As early as it might sound, this begins with selecting a student’s GCSEs. Look at the choice of Combined or Separate Sciences, for example. Many fourteen year-olds delight at the thought of fewer science lessons in their week. But Combined Science is known to be an easier option, so is ill advised for those hoping to pursue STEM subjects for sixth form or beyond. It may also one day hand a humanities tutor, struggling to differentiate between two outstanding candidates, an easy excuse to choose one over the other.
Conversely, humanities GCSEs such as History, Geography or Religious Studies can be a turn off for those who struggle with essay writing. But students who are later drawn to Social Science A Levels or IB Diploma choices may find themselves on the back foot without the essay techniques they develop. Equally, strong writing skills are often valued in subjects not often considered as ‘essay subjects’ at all, such as Medicine.
Then there is the question of required subjects for university degrees. Year 9 may seem far too soon to be considering undergraduate courses. But each subject dropped is unavoidably a path left untaken; an undergraduate application for History, for example, would struggle to get off the ground if the subject had been shunned before GCSE. Students need to be sure of their decisions.
These questions become all the more pressing, of course, when it comes to choosing A Level and IB Diploma options. At this point doors really do begin to close and potential subject areas, at least, necessarily come into focus.
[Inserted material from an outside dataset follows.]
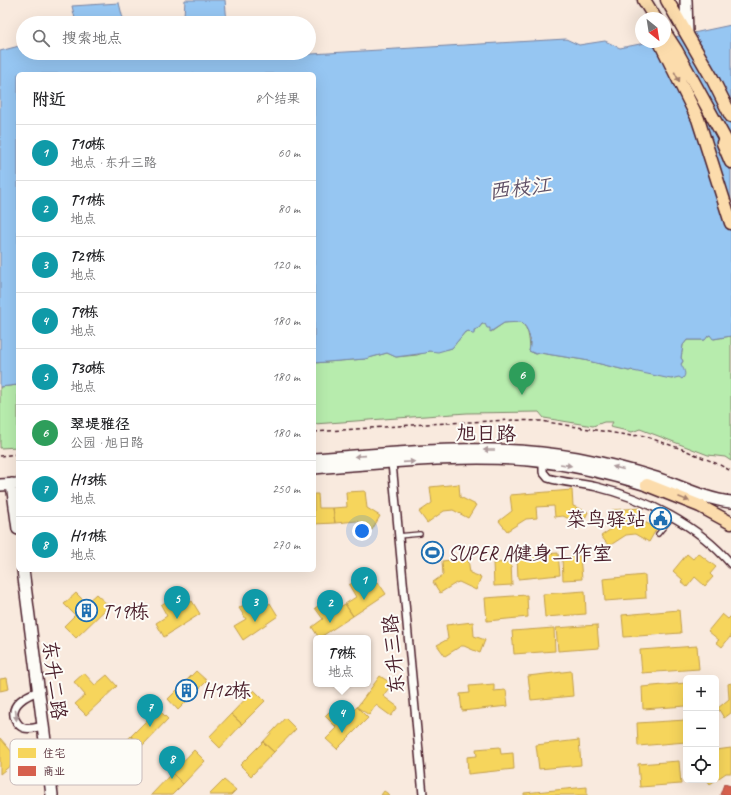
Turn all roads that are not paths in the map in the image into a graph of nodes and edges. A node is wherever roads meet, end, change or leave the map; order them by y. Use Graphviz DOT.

This is most apparent for STEM subjects. Here, the mandatory subjects are usually very clear cut; Chemistry for Medical degrees, Physics and Maths for Engineering, Maths and preferably Further Maths for Computer Science, to give a few examples. However it is also found in a range of other courses; Economics degrees usually require Maths, Psychology degrees usually require a science, Maths or Psychology, Politics degrees usually require at least one humanities subject.
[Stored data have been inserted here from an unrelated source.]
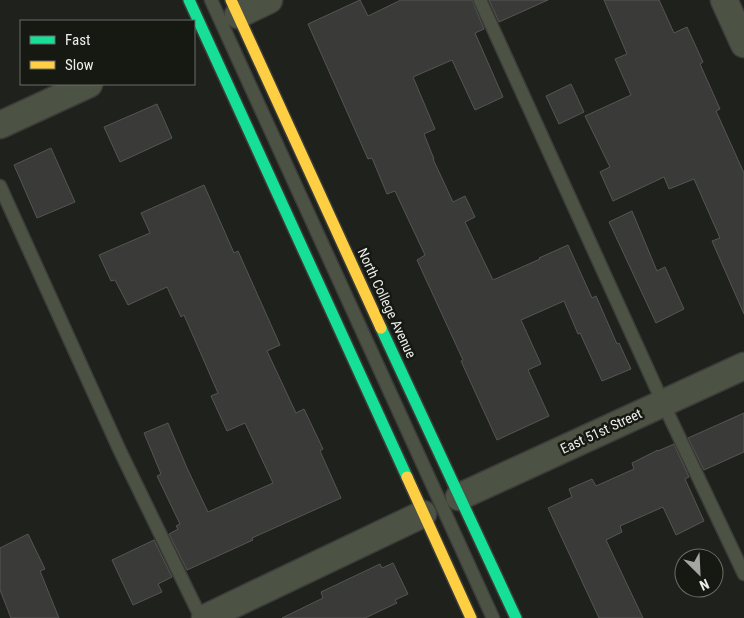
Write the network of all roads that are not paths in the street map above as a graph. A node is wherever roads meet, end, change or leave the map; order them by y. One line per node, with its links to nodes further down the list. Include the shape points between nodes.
1 (189, 0): 7 (main road)
2 (211, 0): 21 (lane)
3 (269, 0): 6 (street)
4 (480, 0): 14 (lane)
5 (724, 0): 9 (street)
6 (235, 7): 15 (main road, North College Avenue)
7 (195, 20)
8 (198, 32): 16 (main road)
9 (744, 44)
10 (87, 85): 11 (street)
11 (0, 125)
12 (0, 186): 18 (lane, via 120,451)
13 (744, 366): 14 (street, East 51st Street)
14 (663, 403): 15 (street, East 51st Street); 17 (lane)
15 (459, 497): 22 (main road, North College Avenue)
16 (424, 514): 19 (street); 20 (main road)
17 (744, 574)
18 (201, 618)
19 (205, 618)
20 (471, 618)
21 (493, 618)
22 (516, 618)

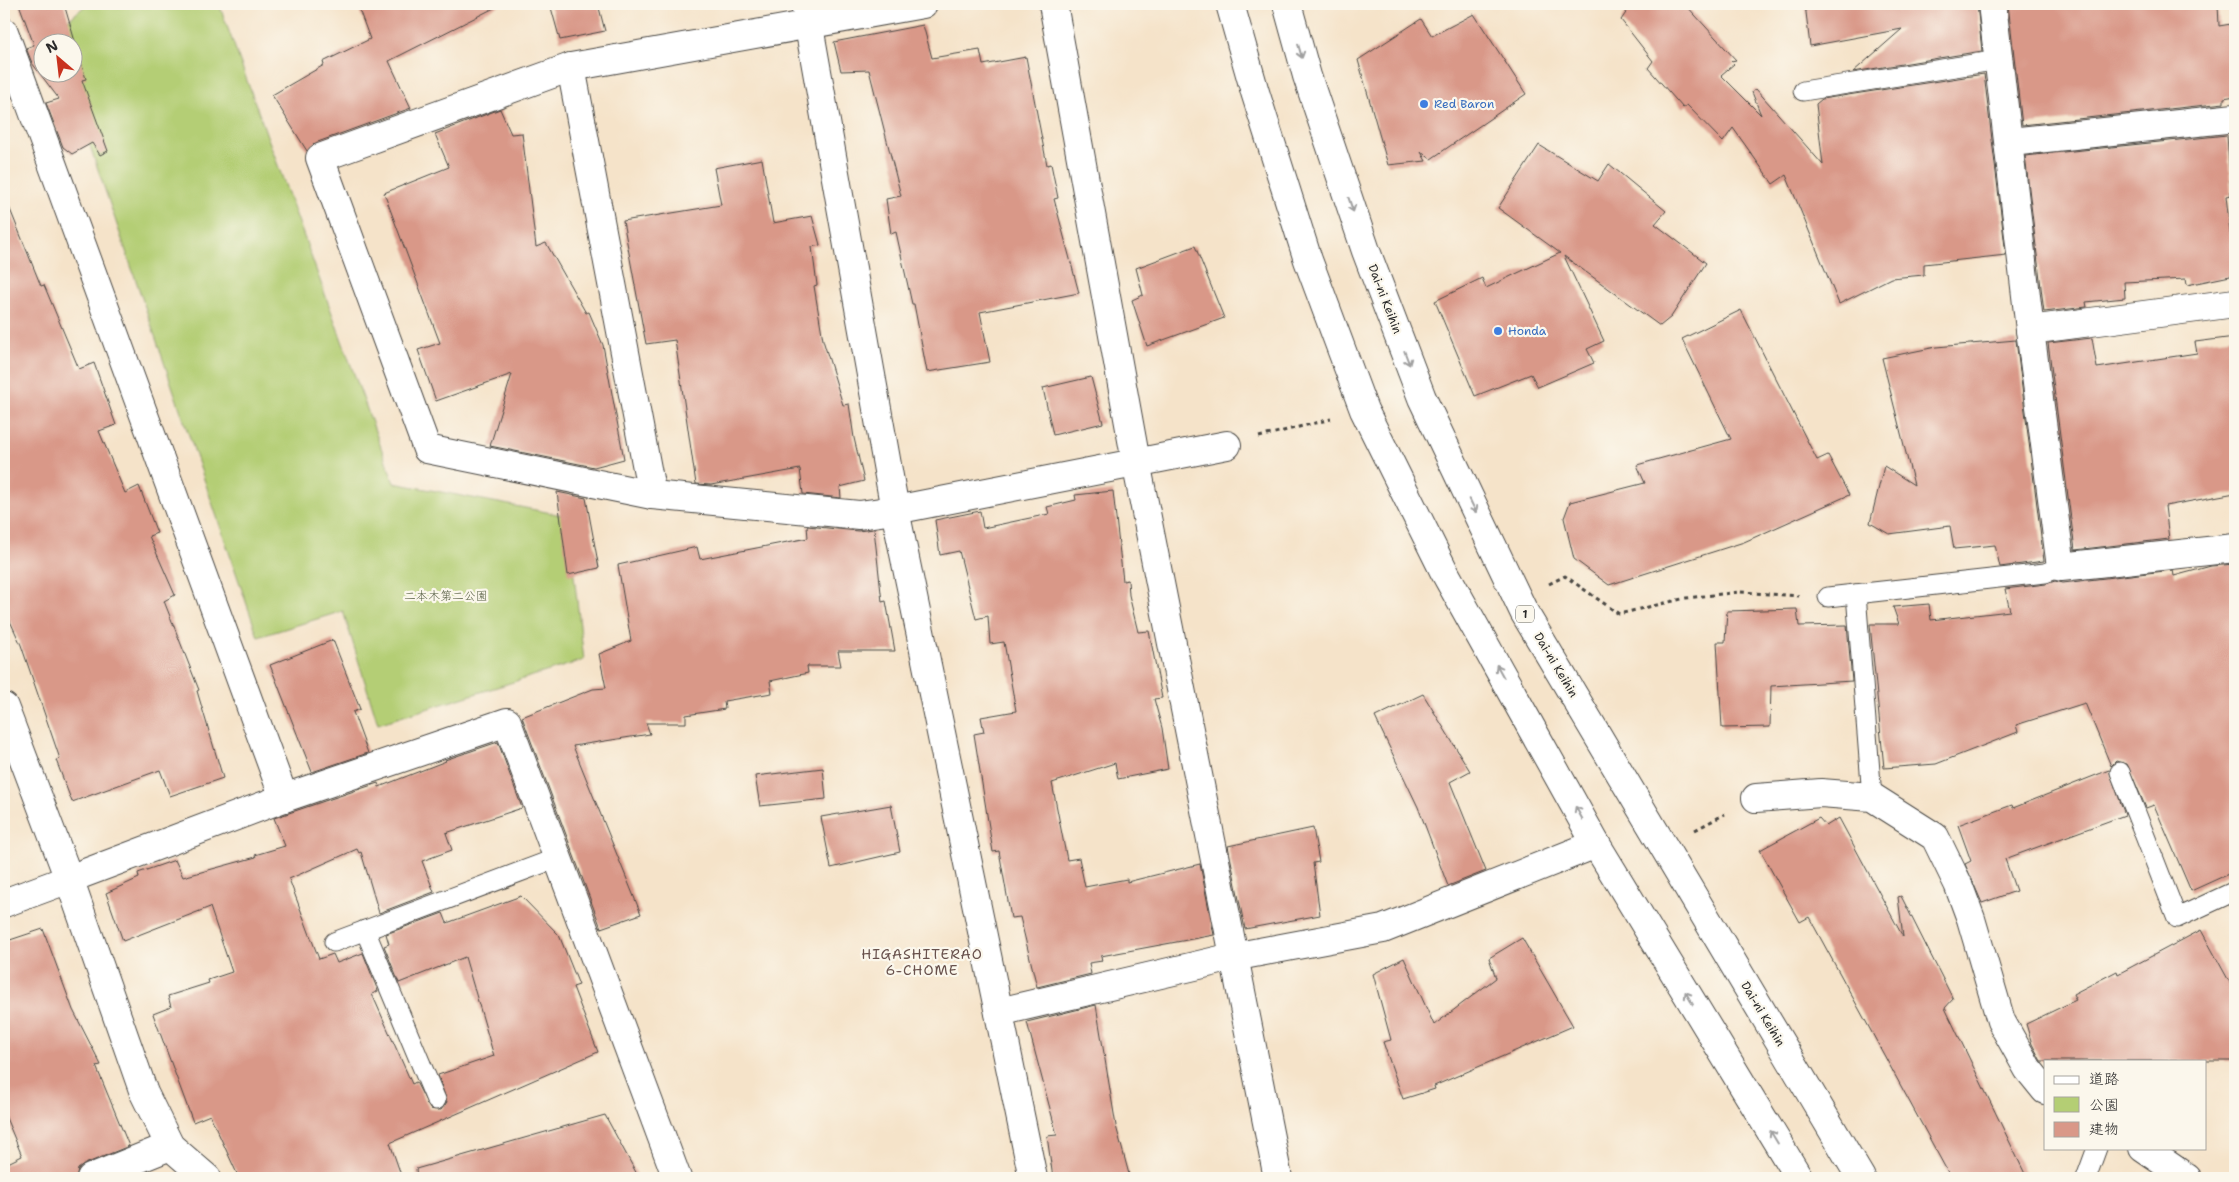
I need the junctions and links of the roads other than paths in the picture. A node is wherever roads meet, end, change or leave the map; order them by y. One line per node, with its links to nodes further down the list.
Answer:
1 (923, 4): 6 (main road)
2 (1052, 4): 16 (main road)
3 (1230, 4): 28 (main road, one-way to 3)
4 (1287, 4): 48 (main road, Dai-ni Keihin / 1, one-way to 48)
5 (1992, 4): 8 (main road)
6 (807, 14): 9 (main road); 18 (main road)
7 (4, 32): 26 (main road)
8 (1999, 60): 10 (lane); 12 (main road)
9 (571, 68): 17 (main road); 17 (main road)
10 (1803, 91)
11 (2235, 118): 12 (main road)
12 (2010, 142): 14 (main road)
13 (2235, 303): 14 (main road)
14 (2030, 330): 20 (main road)
15 (1227, 445): 16 (main road)
16 (1136, 462): 18 (main road); 35 (main road)
17 (652, 495): 18 (main road)
18 (895, 510): 36 (main road)
19 (2235, 548): 20 (main road)
20 (2061, 567): 21 (lane)
21 (1856, 594): 22 (lane); 25 (lane)
22 (1828, 597)
23 (4, 708): 30 (main road)
24 (2120, 772): 31 (lane)
25 (1872, 796): 27 (main road); 37 (main road)
26 (284, 798): 29 (main road); 30 (main road)
27 (1756, 798)
28 (1596, 844): 35 (main road); 47 (main road, one-way to 28)
29 (558, 858): 33 (lane); 44 (main road)
30 (69, 879): 32 (main road); 39 (main road)
31 (2235, 891)
32 (4, 903)
33 (365, 930): 34 (lane); 38 (lane)
34 (334, 942)
35 (1233, 957): 36 (main road); 46 (main road)
36 (999, 1012): 45 (main road)
37 (2044, 1089)
38 (436, 1100)
39 (170, 1146): 42 (main road); 43 (main road)
40 (2096, 1150): 49 (lane)
41 (2146, 1150): 50 (main road)
42 (91, 1178)
43 (207, 1178)
44 (677, 1178)
45 (1033, 1178)
46 (1278, 1178)
47 (1799, 1178)
48 (1860, 1178)
49 (2086, 1178)
50 (2187, 1178)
And then, of course, there is the more nuanced question of the combination of subjects to choose. Whilst selecting similar subjects may seem logical, many universities actually advise against taking A Level subjects that are too similar to one another. Counterintuitively, a single science subject may strengthen an application for a social sciences degree, just as a single humanities subject may strengthen a medical application.
Whilst the breadth of the IB Diploma naturally avoids this dilemma, here too there is the all-important question of how to balance Higher Level and Standard Level choices. Standard Level Maths, Global Politics and History may fulfil the requirements for a PPE application, but what story does it tell an admissions tutor if your Higher Level subjects are Chemistry, Spanish and English? Getting the balance right here can be just as difficult.
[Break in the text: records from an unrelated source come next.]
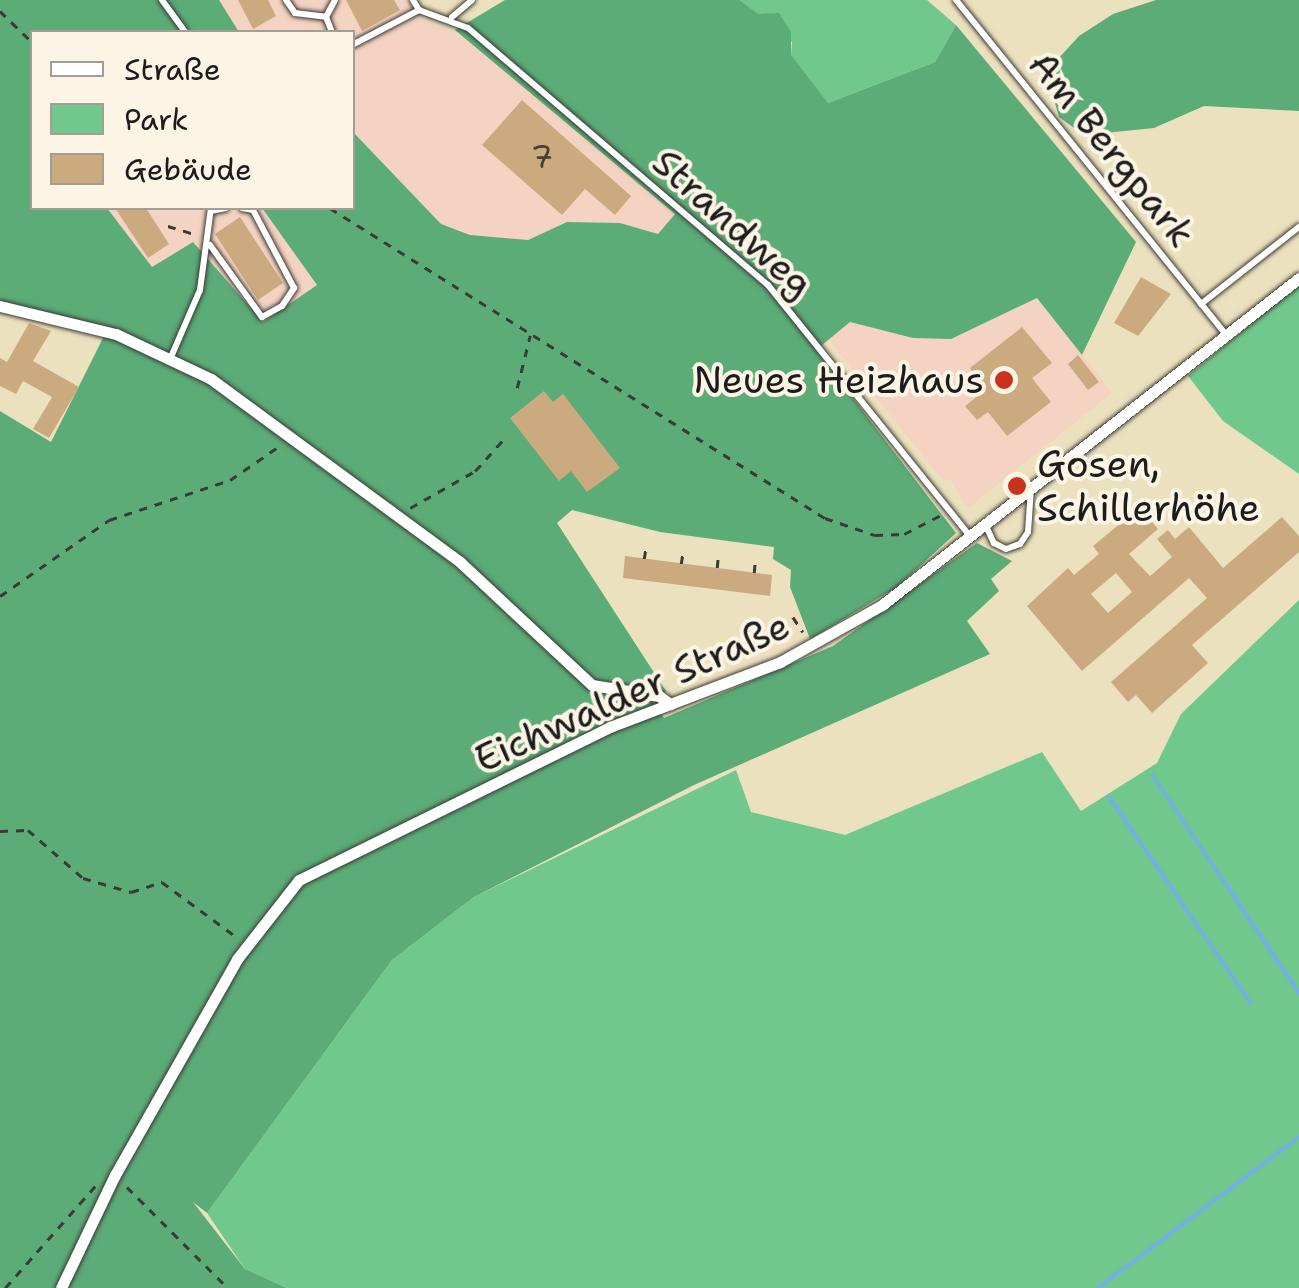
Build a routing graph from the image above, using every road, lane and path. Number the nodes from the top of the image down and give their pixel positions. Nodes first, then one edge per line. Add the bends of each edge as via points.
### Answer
1 (162, 0) edge
2 (286, 0) edge
3 (336, 0) edge
4 (413, 0) edge
5 (472, 0) edge
6 (962, 2) edge
7 (420, 10) junction
8 (0, 12) edge
9 (326, 17) junction
10 (452, 17) junction
11 (183, 30) edge
12 (331, 30) edge
13 (30, 40) edge
14 (355, 43) edge
15 (211, 210) edge
16 (255, 210) edge
17 (333, 210) edge
18 (168, 226) dead end
19 (1299, 227) edge
20 (210, 242) junction
21 (1299, 278) edge
22 (1201, 304) junction
23 (0, 306) edge
24 (1224, 332) junction
25 (531, 334) junction
26 (171, 357) junction
27 (517, 388) dead end
28 (293, 437) junction
29 (504, 438) dead end
30 (1031, 487) junction
31 (951, 513) junction
32 (398, 515) junction
33 (985, 524) junction
34 (971, 537) junction
35 (646, 547) dead end
36 (683, 552) dead end
37 (718, 557) dead end
38 (644, 559) dead end
39 (755, 562) dead end
40 (682, 564) dead end
41 (718, 568) dead end
42 (754, 573) dead end
43 (0, 596) edge
44 (793, 617) dead end
45 (811, 646) junction
46 (670, 704) junction
47 (0, 831) edge
48 (247, 944) junction
49 (115, 1176) junction
50 (5, 1288) edge
51 (62, 1288) edge
52 (228, 1288) edge

1 - 11 lane
2 - 9 lane via 295,13
3 - 9 lane
4 - 7 lane
5 - 10 lane
6 - 22 lane, Am Bergpark
7 - 10 lane, Strandweg
7 - 14 lane
8 - 13 path
9 - 12 lane
10 - 31 lane, Strandweg via 768,285
15 - 20 lane
16 - 20 lane via 294,288 282,306 262,316
17 - 25 path
18 - 20 path
19 - 22 lane
20 - 26 lane via 200,290
21 - 24 street, Eichwalder Straße
22 - 24 lane, Am Bergpark
23 - 26 street via 116,334
24 - 30 street, Eichwalder Straße
25 - 27 path
25 - 31 path via 825,518 875,535 904,534
26 - 28 street
28 - 32 street
28 - 43 path via 230,480 109,520
29 - 32 path via 475,471
30 - 33 street, Eichwalder Straße
30 - 33 lane via 1028,532 1020,544 1006,549 994,543
31 - 34 lane, Strandweg
32 - 46 street via 592,685 659,696
33 - 34 street, Eichwalder Straße
34 - 45 street, Eichwalder Straße via 902,592
35 - 38 path
36 - 40 path
37 - 41 path
39 - 42 path
44 - 45 path
45 - 46 street, Eichwalder Straße
46 - 48 street, Eichwalder Straße via 320,867 299,880
47 - 48 path via 28,830 83,878 131,892 162,882
48 - 49 street, Eichwalder Straße
49 - 50 path via 88,1189
49 - 51 street, Eichwalder Straße
49 - 52 path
Finally, there is the controversial topic of whether some subjects are deemed stronger or more academic than others. From 2011-2019, the traditional core subjects of English, Maths, the sciences, languages, History and Geography became known as “Facilitating Subjects”, due to the idea that they kept more paths open through the range of skills they developed. The implication was that these were ‘stronger’ subjects than creative subjects such as Music, Art and Drama or more vocational subjects such as Business or Psychology.
Whilst now officially abandoned, it is undeniable that these subjects do retain a certain clout. However, this does not mean, nor was it ever intended to mean, that creative and vocational subjects be avoided or seen as ‘weaker’. Arguably the point was, and is, that a student needs to consider the combination of subjects they choose and how they hang together as a set. An Engineering application, for example, that requires Maths and Physics could have Psychology as a third option. An English Literature application might have English Literature and History but Drama as a third choice. It is more nuanced than simply ‘strong’ and ‘weak’. Once again, it is the broader context that matters.
So what can be taken from all this? Really, that these decisions need to be considered in the round and given the time and thought they deserve. There are lots of factors to consider, but it is always important to keep half an eye on where you may want to end up.
With schools needing time to build their timetables for the following year, it is usually around this time of year that GCSE, A Level and IB Diploma choices need to be made. So now is the time to get the advice and support that you need.
In the end it is down to each student and their family to make what are very personal choices. With careful consideration, however, the right decisions can often become clear and the best path present itself. And as a wise old fellow once said, after pondering which path to take, ultimately you must always follow your nose.